_Your task:_ Images don't belong in the copy. Output the rest of the data exactly.

_Collection entries:_
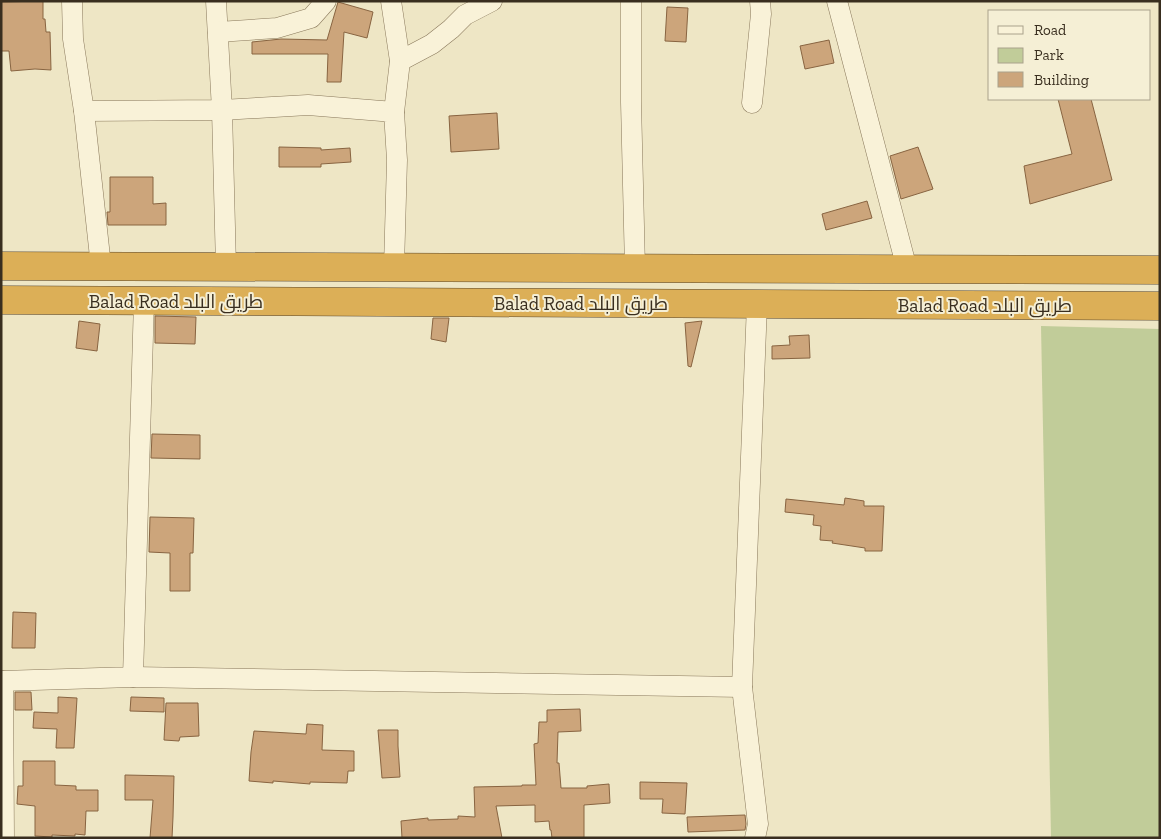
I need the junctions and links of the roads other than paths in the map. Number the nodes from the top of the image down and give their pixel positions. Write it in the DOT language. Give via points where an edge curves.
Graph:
graph roads {
  1 [pos="72,1"];
  2 [pos="216,1"];
  3 [pos="326,1"];
  4 [pos="391,1"];
  5 [pos="492,1"];
  6 [pos="631,1"];
  7 [pos="760,1"];
  8 [pos="837,1"];
  9 [pos="218,32"];
  10 [pos="400,60"];
  11 [pos="752,103"];
  12 [pos="222,110"];
  13 [pos="84,111"];
  14 [pos="394,112"];
  15 [pos="1,266"];
  16 [pos="101,266"];
  17 [pos="226,267"];
  18 [pos="394,267"];
  19 [pos="635,268"];
  20 [pos="907,269"];
  21 [pos="1160,270"];
  22 [pos="1,300"];
  23 [pos="144,301"];
  24 [pos="757,304"];
  25 [pos="1160,306"];
  26 [pos="133,677"];
  27 [pos="2,680"];
  28 [pos="742,687"];
  29 [pos="4,838"];
  30 [pos="755,838"];
  1 -- 13 [label="street" via="73,38"];
  2 -- 9 [label="street"];
  3 -- 9 [label="street" via="311,18 277,28"];
  4 -- 10 [label="street"];
  5 -- 10 [label="street" via="465,15 432,44"];
  6 -- 19 [label="street"];
  7 -- 11 [label="street"];
  8 -- 20 [label="street"];
  9 -- 12 [label="street"];
  10 -- 14 [label="street"];
  12 -- 13 [label="street"];
  12 -- 14 [label="street" via="308,106"];
  12 -- 17 [label="street"];
  13 -- 16 [label="street"];
  14 -- 18 [label="street" via="397,160"];
  15 -- 16 [label="highway, Balad Road طريق البلد"];
  16 -- 17 [label="highway, Balad Road طريق البلد"];
  17 -- 18 [label="highway, Balad Road طريق البلد"];
  18 -- 19 [label="highway, Balad Road طريق البلد"];
  19 -- 20 [label="highway, Balad Road طريق البلد"];
  20 -- 21 [label="highway, Balad Road طريق البلد"];
  22 -- 23 [label="highway, Balad Road طريق البلد"];
  23 -- 24 [label="highway, Balad Road طريق البلد"];
  23 -- 26 [label="street"];
  24 -- 25 [label="highway, Balad Road طريق البلد"];
  24 -- 28 [label="street"];
  26 -- 27 [label="street"];
  26 -- 28 [label="street"];
  27 -- 29 [label="street"];
  28 -- 30 [label="street" via="758,824"];
}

_Solution to this task:_
I need the junctions and links of the roads other than paths in the map. Number the nodes from the top of the image down and give their pixel positions. Write it in the DOT language. Give via points where an edge curves.
Graph:
graph roads {
  1 [pos="72,1"];
  2 [pos="216,1"];
  3 [pos="326,1"];
  4 [pos="391,1"];
  5 [pos="492,1"];
  6 [pos="631,1"];
  7 [pos="760,1"];
  8 [pos="837,1"];
  9 [pos="218,32"];
  10 [pos="400,60"];
  11 [pos="752,103"];
  12 [pos="222,110"];
  13 [pos="84,111"];
  14 [pos="394,112"];
  15 [pos="1,266"];
  16 [pos="101,266"];
  17 [pos="226,267"];
  18 [pos="394,267"];
  19 [pos="635,268"];
  20 [pos="907,269"];
  21 [pos="1160,270"];
  22 [pos="1,300"];
  23 [pos="144,301"];
  24 [pos="757,304"];
  25 [pos="1160,306"];
  26 [pos="133,677"];
  27 [pos="2,680"];
  28 [pos="742,687"];
  29 [pos="4,838"];
  30 [pos="755,838"];
  1 -- 13 [label="street" via="73,38"];
  2 -- 9 [label="street"];
  3 -- 9 [label="street" via="311,18 277,28"];
  4 -- 10 [label="street"];
  5 -- 10 [label="street" via="465,15 432,44"];
  6 -- 19 [label="street"];
  7 -- 11 [label="street"];
  8 -- 20 [label="street"];
  9 -- 12 [label="street"];
  10 -- 14 [label="street"];
  12 -- 13 [label="street"];
  12 -- 14 [label="street" via="308,106"];
  12 -- 17 [label="street"];
  13 -- 16 [label="street"];
  14 -- 18 [label="street" via="397,160"];
  15 -- 16 [label="highway, Balad Road طريق البلد"];
  16 -- 17 [label="highway, Balad Road طريق البلد"];
  17 -- 18 [label="highway, Balad Road طريق البلد"];
  18 -- 19 [label="highway, Balad Road طريق البلد"];
  19 -- 20 [label="highway, Balad Road طريق البلد"];
  20 -- 21 [label="highway, Balad Road طريق البلد"];
  22 -- 23 [label="highway, Balad Road طريق البلد"];
  23 -- 24 [label="highway, Balad Road طريق البلد"];
  23 -- 26 [label="street"];
  24 -- 25 [label="highway, Balad Road طريق البلد"];
  24 -- 28 [label="street"];
  26 -- 27 [label="street"];
  26 -- 28 [label="street"];
  27 -- 29 [label="street"];
  28 -- 30 [label="street" via="758,824"];
}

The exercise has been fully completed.